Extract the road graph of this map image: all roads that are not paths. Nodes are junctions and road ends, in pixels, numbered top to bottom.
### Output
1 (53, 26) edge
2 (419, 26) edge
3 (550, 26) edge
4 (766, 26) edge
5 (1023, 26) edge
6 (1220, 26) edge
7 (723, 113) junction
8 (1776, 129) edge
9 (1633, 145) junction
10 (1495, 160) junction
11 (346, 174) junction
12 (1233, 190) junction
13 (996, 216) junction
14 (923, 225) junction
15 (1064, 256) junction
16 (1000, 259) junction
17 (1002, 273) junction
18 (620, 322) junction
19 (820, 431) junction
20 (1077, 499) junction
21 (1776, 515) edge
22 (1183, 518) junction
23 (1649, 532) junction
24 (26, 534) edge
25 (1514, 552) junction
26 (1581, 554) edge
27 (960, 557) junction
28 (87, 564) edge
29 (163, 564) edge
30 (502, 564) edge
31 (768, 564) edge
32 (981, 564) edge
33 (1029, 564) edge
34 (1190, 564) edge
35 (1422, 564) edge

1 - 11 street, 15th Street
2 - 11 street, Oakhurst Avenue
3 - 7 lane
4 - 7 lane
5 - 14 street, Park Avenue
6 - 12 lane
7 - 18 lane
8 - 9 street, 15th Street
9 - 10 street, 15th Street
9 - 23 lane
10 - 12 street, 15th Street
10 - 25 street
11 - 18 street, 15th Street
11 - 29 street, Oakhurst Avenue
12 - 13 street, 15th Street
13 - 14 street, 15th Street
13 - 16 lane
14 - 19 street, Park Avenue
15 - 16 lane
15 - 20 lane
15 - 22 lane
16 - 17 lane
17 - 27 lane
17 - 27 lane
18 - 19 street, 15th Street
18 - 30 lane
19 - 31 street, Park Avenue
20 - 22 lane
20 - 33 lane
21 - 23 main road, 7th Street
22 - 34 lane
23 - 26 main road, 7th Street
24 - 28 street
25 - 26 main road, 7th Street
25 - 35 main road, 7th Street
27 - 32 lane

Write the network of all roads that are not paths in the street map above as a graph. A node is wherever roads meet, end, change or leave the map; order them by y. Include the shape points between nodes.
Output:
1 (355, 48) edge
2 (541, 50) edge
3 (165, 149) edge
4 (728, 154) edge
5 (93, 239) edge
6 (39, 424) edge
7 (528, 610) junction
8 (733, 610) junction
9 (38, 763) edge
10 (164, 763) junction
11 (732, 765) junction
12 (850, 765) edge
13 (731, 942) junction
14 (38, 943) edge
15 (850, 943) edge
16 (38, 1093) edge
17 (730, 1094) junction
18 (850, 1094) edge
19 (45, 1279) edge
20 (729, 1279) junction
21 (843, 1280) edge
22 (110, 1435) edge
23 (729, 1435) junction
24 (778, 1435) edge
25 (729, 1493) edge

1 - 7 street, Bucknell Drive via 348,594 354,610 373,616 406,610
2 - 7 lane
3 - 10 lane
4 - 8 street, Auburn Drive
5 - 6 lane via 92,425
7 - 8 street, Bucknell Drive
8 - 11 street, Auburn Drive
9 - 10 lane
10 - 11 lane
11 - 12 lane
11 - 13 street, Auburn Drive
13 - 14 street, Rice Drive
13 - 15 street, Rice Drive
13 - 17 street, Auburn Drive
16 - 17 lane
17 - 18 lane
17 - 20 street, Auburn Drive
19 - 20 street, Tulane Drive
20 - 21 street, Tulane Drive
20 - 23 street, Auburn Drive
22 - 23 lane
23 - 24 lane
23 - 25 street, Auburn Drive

——

**WHAT IS EXPECTED**: Every entry above must appear again in the reply, exactly as it stands.

**TASK RESULT**:
Extract the road graph of this map image: all roads that are not paths. Nodes are junctions and road ends, in pixels, numbered top to bottom.
### Output
1 (53, 26) edge
2 (419, 26) edge
3 (550, 26) edge
4 (766, 26) edge
5 (1023, 26) edge
6 (1220, 26) edge
7 (723, 113) junction
8 (1776, 129) edge
9 (1633, 145) junction
10 (1495, 160) junction
11 (346, 174) junction
12 (1233, 190) junction
13 (996, 216) junction
14 (923, 225) junction
15 (1064, 256) junction
16 (1000, 259) junction
17 (1002, 273) junction
18 (620, 322) junction
19 (820, 431) junction
20 (1077, 499) junction
21 (1776, 515) edge
22 (1183, 518) junction
23 (1649, 532) junction
24 (26, 534) edge
25 (1514, 552) junction
26 (1581, 554) edge
27 (960, 557) junction
28 (87, 564) edge
29 (163, 564) edge
30 (502, 564) edge
31 (768, 564) edge
32 (981, 564) edge
33 (1029, 564) edge
34 (1190, 564) edge
35 (1422, 564) edge

1 - 11 street, 15th Street
2 - 11 street, Oakhurst Avenue
3 - 7 lane
4 - 7 lane
5 - 14 street, Park Avenue
6 - 12 lane
7 - 18 lane
8 - 9 street, 15th Street
9 - 10 street, 15th Street
9 - 23 lane
10 - 12 street, 15th Street
10 - 25 street
11 - 18 street, 15th Street
11 - 29 street, Oakhurst Avenue
12 - 13 street, 15th Street
13 - 14 street, 15th Street
13 - 16 lane
14 - 19 street, Park Avenue
15 - 16 lane
15 - 20 lane
15 - 22 lane
16 - 17 lane
17 - 27 lane
17 - 27 lane
18 - 19 street, 15th Street
18 - 30 lane
19 - 31 street, Park Avenue
20 - 22 lane
20 - 33 lane
21 - 23 main road, 7th Street
22 - 34 lane
23 - 26 main road, 7th Street
24 - 28 street
25 - 26 main road, 7th Street
25 - 35 main road, 7th Street
27 - 32 lane

Write the network of all roads that are not paths in the street map above as a graph. A node is wherever roads meet, end, change or leave the map; order them by y. Include the shape points between nodes.
Output:
1 (355, 48) edge
2 (541, 50) edge
3 (165, 149) edge
4 (728, 154) edge
5 (93, 239) edge
6 (39, 424) edge
7 (528, 610) junction
8 (733, 610) junction
9 (38, 763) edge
10 (164, 763) junction
11 (732, 765) junction
12 (850, 765) edge
13 (731, 942) junction
14 (38, 943) edge
15 (850, 943) edge
16 (38, 1093) edge
17 (730, 1094) junction
18 (850, 1094) edge
19 (45, 1279) edge
20 (729, 1279) junction
21 (843, 1280) edge
22 (110, 1435) edge
23 (729, 1435) junction
24 (778, 1435) edge
25 (729, 1493) edge

1 - 7 street, Bucknell Drive via 348,594 354,610 373,616 406,610
2 - 7 lane
3 - 10 lane
4 - 8 street, Auburn Drive
5 - 6 lane via 92,425
7 - 8 street, Bucknell Drive
8 - 11 street, Auburn Drive
9 - 10 lane
10 - 11 lane
11 - 12 lane
11 - 13 street, Auburn Drive
13 - 14 street, Rice Drive
13 - 15 street, Rice Drive
13 - 17 street, Auburn Drive
16 - 17 lane
17 - 18 lane
17 - 20 street, Auburn Drive
19 - 20 street, Tulane Drive
20 - 21 street, Tulane Drive
20 - 23 street, Auburn Drive
22 - 23 lane
23 - 24 lane
23 - 25 street, Auburn Drive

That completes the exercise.